El filósofo Friedrich Nietzsche explicaba que la madurez del hombre llegaba cuando conseguía encontrar “la seriedad con la que jugaba cuando era niño”. De alguna manera el ser humano, siempre necesita el juego, en todas las etapas de su vida. A veces esa necesidad, seria, adquiere formas diversas, pero el objetivo que esconde esta actividad es esencial en el comportamiento humano.
“Siempre hay una señora anciana que se dirige a los niños con muecas y diciendo cosas estúpidas con un lenguaje informal lleno de cucú y cocó y pichipachiú. Por lo general, los niños miran muy seriamente a estas personas que han envejecido en vano; no entienden lo que quieren y vuelven a sus juegos, juegos simples y muy serios” Bruno Munari
Y es que el juego no solo proporciona emociones positivas, sino que además facilitan la comprensión y organización estructurada de numerosos conocimientos complejos. Como indicaba Munari “complicar es fácil, lo difícil es simplificar”, dentro de los mecanismos de juego se produce una acción que desnuda de dificultades determinados conceptos. “Todos son capaces de complicar. Pocos son capaces de simplificar”. En la edad adulta los juegos se convierten, en ocasiones, en estrategias intelectuales creativas que buscan la sorpresa o simplemente resultados novedosos. La ucronía es uno de estos ‘juegos’ que permiten comprender la realidad a través de una falsa construcción de la historia. Un ejercicio intelectual que abre narrativas curiosas, cuya libertad o verosimilitud se basa únicamente en las normas que sus ‘jugadores’ definan.
En la novela ‘Danza de Tinieblas’ de Eduardo Vaquerizo, la ucronía se presenta como una narrativa que se interna en la historia más cercana, la que siempre se enseñó en los colegios de manera repetitiva. Pero Carlos I no fue emperador de Alemania, Felipe II murió en un accidente de caza durante su juventud, lo que dibuja un escenario singular en el que la historia simplemente transcurre de otra forma y los pequeños detalles introducen una verosimilitud al relato que, al menor despiste, pueden aparentar ser ciertos. Las ucronías, ya sean las que plantea Quentin Tarantino en ‘Once upon a time in Hollywood’ o ‘Inglorius Basterds’, la ‘Britania conquistada’ de Harry Turtledove, ‘El hombre en el castillo’ de Philip K Dick o ‘Lo que el tiempo se llevó’ de Ward Moore, parten de un ‘punto Jonbar’ que marca la divergencia entre realidad y ficción narrativa.

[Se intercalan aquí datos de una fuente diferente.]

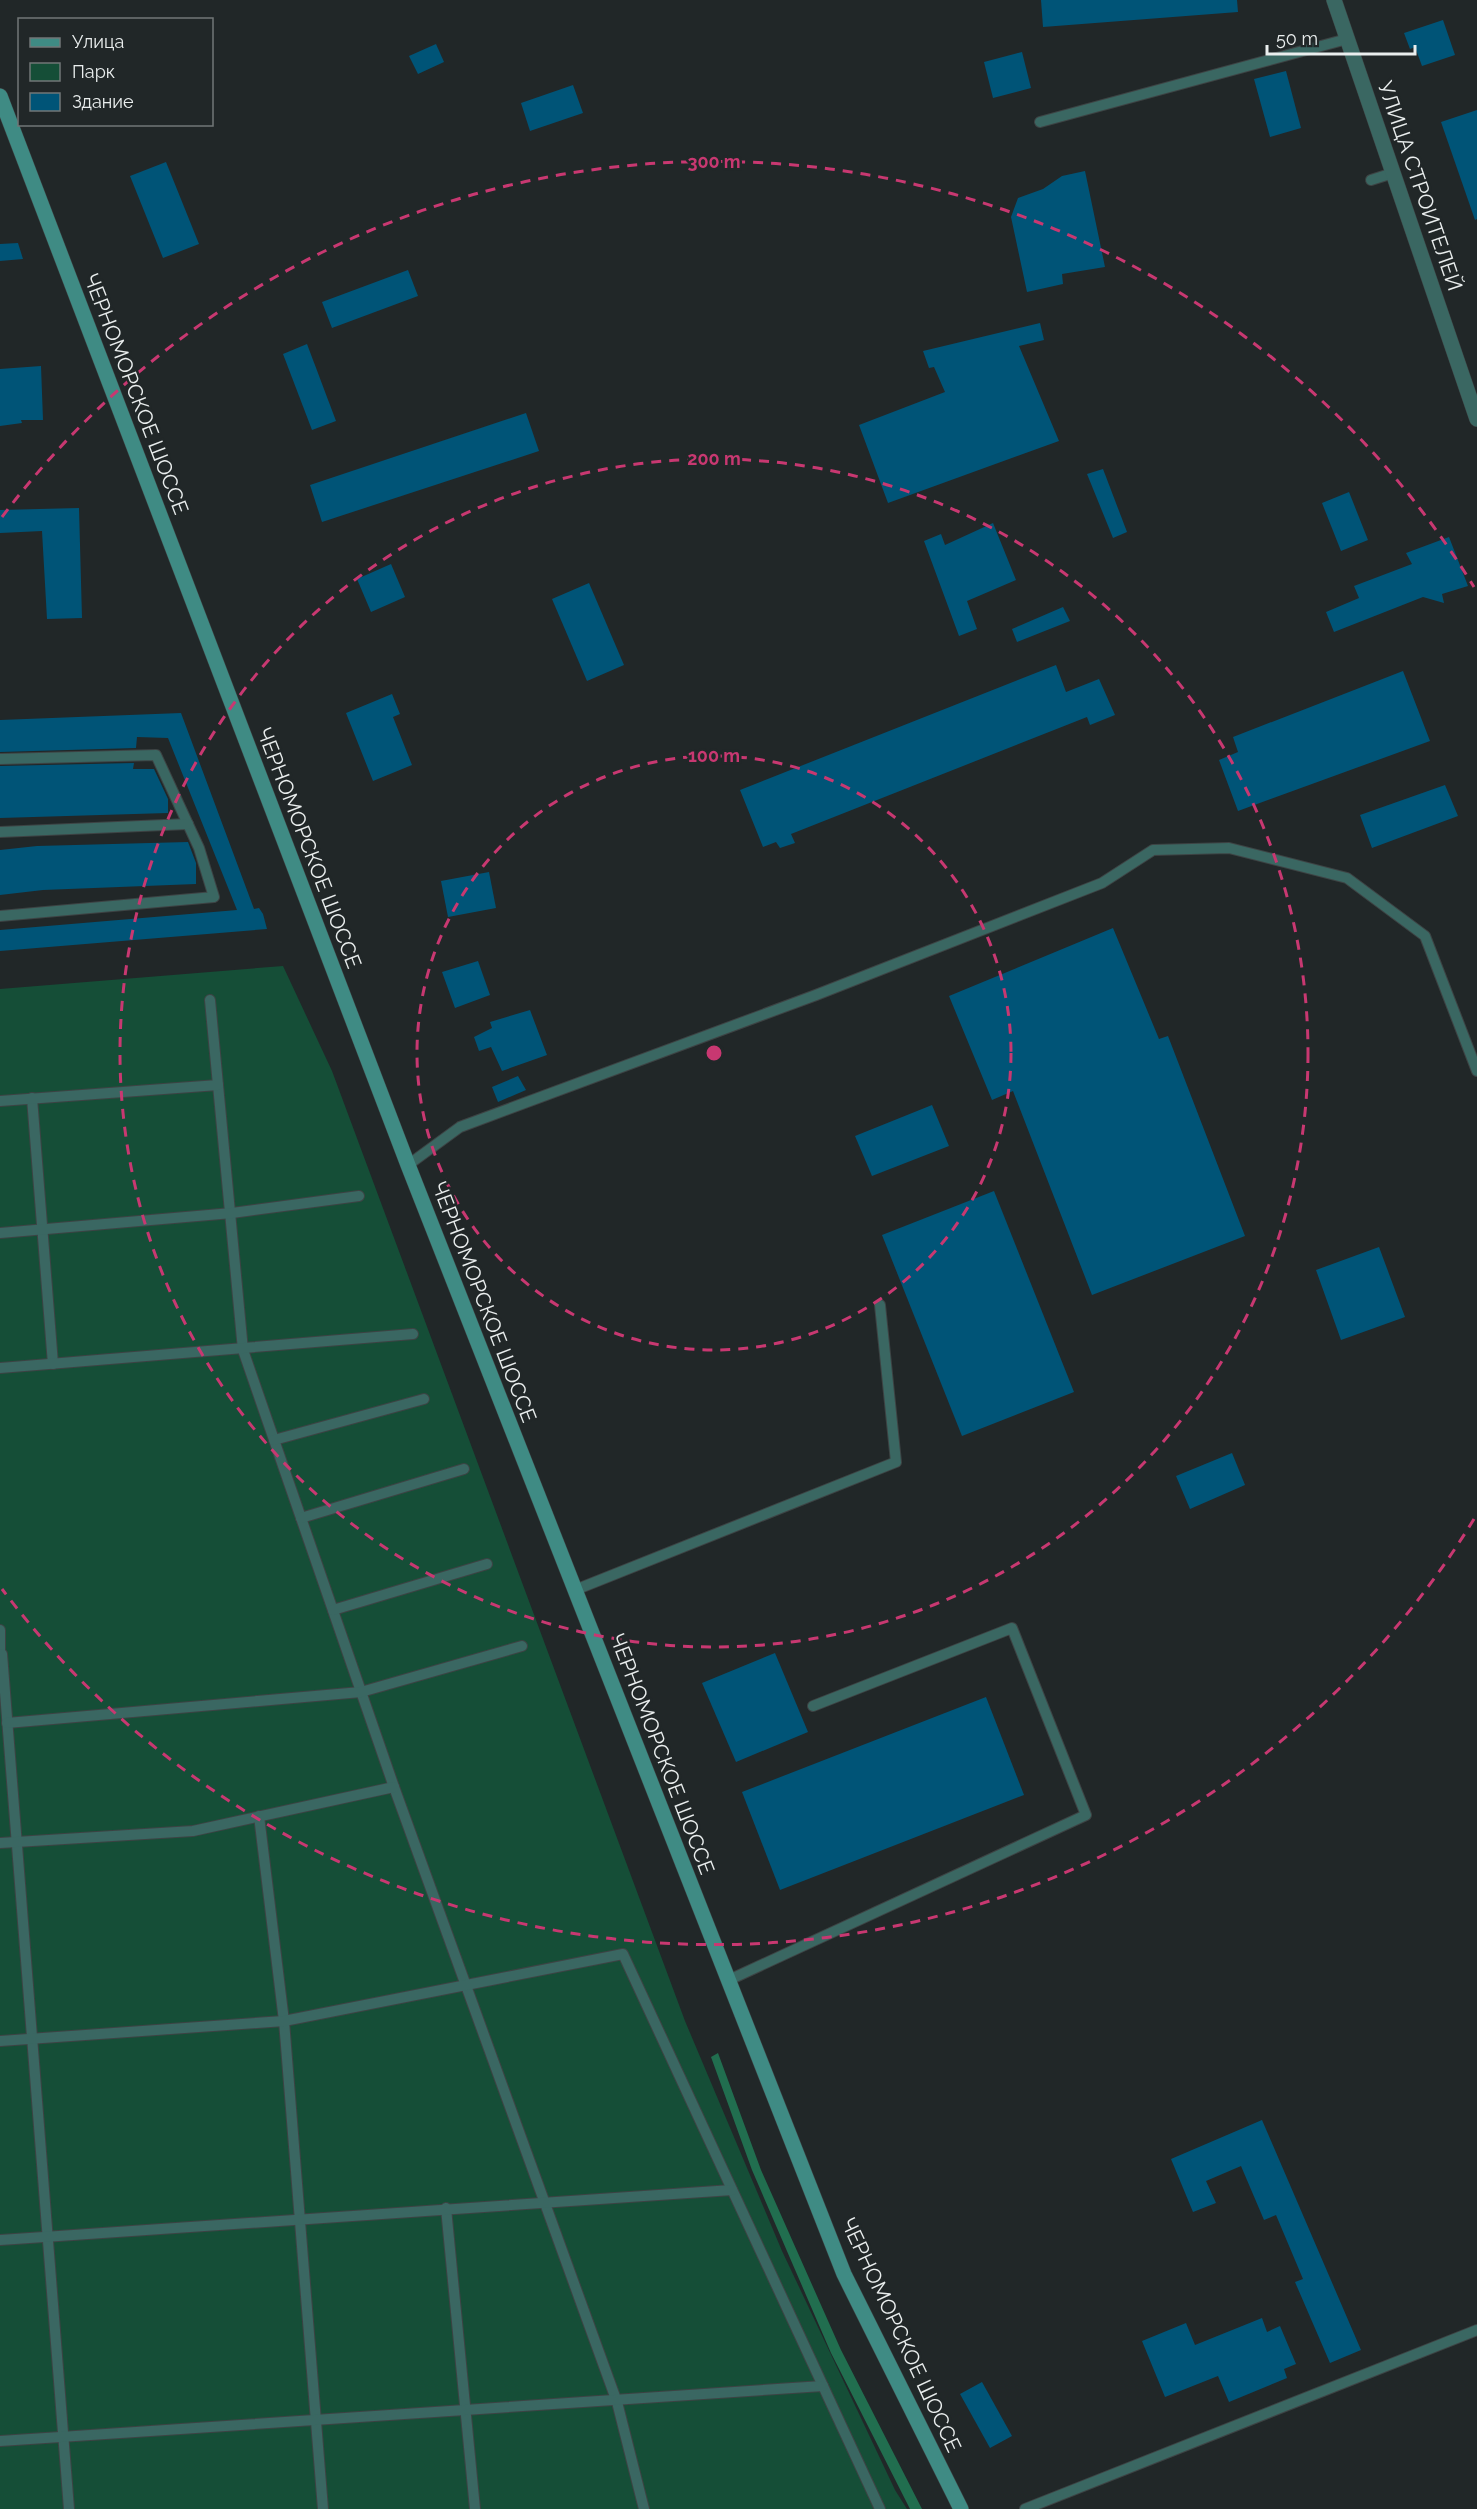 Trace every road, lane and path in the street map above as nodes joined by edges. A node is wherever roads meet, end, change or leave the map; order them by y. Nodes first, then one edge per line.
1 (1334, 0) edge
2 (1347, 39) junction
3 (0, 96) edge
4 (1040, 122) dead end
5 (1393, 173) junction
6 (1371, 180) dead end
7 (1477, 419) edge
8 (0, 759) edge
9 (188, 824) junction
10 (0, 832) edge
11 (0, 916) edge
12 (210, 1000) dead end
13 (1477, 1071) edge
14 (219, 1085) junction
15 (32, 1098) junction
16 (0, 1101) edge
17 (408, 1165) junction
18 (359, 1196) dead end
19 (232, 1213) junction
20 (43, 1229) junction
21 (0, 1233) edge
22 (880, 1305) dead end
23 (413, 1334) dead end
24 (243, 1350) junction
25 (53, 1364) junction
26 (0, 1368) edge
27 (424, 1399) dead end
28 (274, 1440) junction
29 (464, 1469) dead end
30 (301, 1518) junction
31 (487, 1564) dead end
32 (575, 1590) junction
33 (333, 1610) junction
34 (0, 1630) edge
35 (522, 1646) dead end
36 (1, 1655) edge
37 (361, 1692) junction
38 (813, 1706) dead end
39 (7, 1723) junction
40 (394, 1787) junction
41 (259, 1816) junction
42 (16, 1842) junction
43 (0, 1843) edge
44 (729, 1980) junction
45 (465, 1986) junction
46 (284, 2021) junction
47 (31, 2038) junction
48 (0, 2041) edge
49 (732, 2190) junction
50 (543, 2202) junction
51 (446, 2208) junction
52 (300, 2218) junction
53 (47, 2237) junction
54 (0, 2240) edge
55 (1477, 2330) edge
56 (823, 2386) junction
57 (616, 2402) junction
58 (464, 2412) junction
59 (316, 2422) junction
60 (63, 2437) junction
61 (0, 2441) edge
62 (69, 2509) edge
63 (323, 2509) edge
64 (475, 2509) edge
65 (644, 2509) edge
66 (880, 2509) edge
67 (961, 2509) edge
68 (1025, 2509) edge

1 - 2 street, УЛИЦА СТРОИТЕЛЕЙ
2 - 4 lane
2 - 5 street, УЛИЦА СТРОИТЕЛЕЙ
3 - 17 main road, ЧЕРНОМОРСКОЕ ШОССЕ
5 - 6 lane
5 - 7 street, УЛИЦА СТРОИТЕЛЕЙ
8 - 9 lane
9 - 10 lane
9 - 11 lane
12 - 14 lane
13 - 17 lane
14 - 15 lane
14 - 19 lane
15 - 16 lane
15 - 20 lane
17 - 32 main road, ЧЕРНОМОРСКОЕ ШОССЕ
18 - 19 lane
19 - 20 lane
19 - 24 lane
20 - 21 lane
20 - 25 lane
22 - 32 lane
23 - 24 lane
24 - 25 lane
24 - 28 lane
25 - 26 lane
27 - 28 lane
28 - 30 lane
29 - 30 lane
30 - 33 lane
31 - 33 lane
32 - 44 main road, ЧЕРНОМОРСКОЕ ШОССЕ
33 - 37 lane
34 - 36 lane
35 - 37 lane
36 - 39 lane
37 - 39 lane
37 - 40 lane
38 - 44 lane
39 - 42 lane
40 - 41 lane
40 - 45 lane
41 - 42 lane
41 - 46 lane
42 - 43 lane
42 - 47 lane
44 - 67 main road, ЧЕРНОМОРСКОЕ ШОССЕ
45 - 46 lane
45 - 49 lane
45 - 50 lane
46 - 47 lane
46 - 52 lane
47 - 48 lane
47 - 53 lane
49 - 50 lane
49 - 56 lane
50 - 51 lane
50 - 57 lane
51 - 52 lane
51 - 58 lane
52 - 53 lane
52 - 59 lane
53 - 54 lane
53 - 60 lane
55 - 68 lane
56 - 57 lane
56 - 66 lane
57 - 58 lane
57 - 65 lane
58 - 59 lane
58 - 64 lane
59 - 60 lane
59 - 63 lane
60 - 61 lane
60 - 62 lane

En arquitectura, aquellos proyectos que nunca se construyeron son los ‘puntos Jonbar’ del urbanismo y de la construcción del hábitat.
Arquitecturas que nunca fueron
La arquitectura nunca construida permite, siempre, imaginar la ciudad que pudo ser, porque “donde no hay nada, todo es posible. Donde hay arquitectura, nada (más) es posible” (Rem Koolhaas). La reflexión sobre la existencia o no de la arquitectura, es decir, la materialización del proyecto es en sí un proceso que genera una crisis ética fundamentada en el razonamiento de los principios que lo argumentan. La demostración de la idoneidad moral de un proyecto es quizás el punto determinante de la decisión, especialmente si se razona desde una perspectiva social que, es necesaria ya que cualquier obra de arquitectura es una acción que transforma el hábitat.
“Puede que la obstinación de los arquitectos-una miopía que los ha llevado a creer que la arquitectura es no solamente el vehículo de todo lo bueno, sino incluso la explicación de todo lo malo-no sea simplemente una deformación profesional, sino una reacción al horror de lo opuesto a la arquitectura: es decir, el retroceso instintivo ante el vacío, el miedo a la nada.” (Rem Koolhaas)
Los proyectos no construidos, esos puntos Jonbar o de divergencia permiten una reflexión crítica sobre la estructura urbana, aportando miradas poliédricas entre las que el enfoque ético, el social o el económico describen un arco de pensamiento. Algunas de estas restricciones desvían al proyecto de su objetivo y, a pesar de estar rodeados de un conjunto de reflexiones son, en sí mismas la definición de los argumentos proporcionados por la realidad.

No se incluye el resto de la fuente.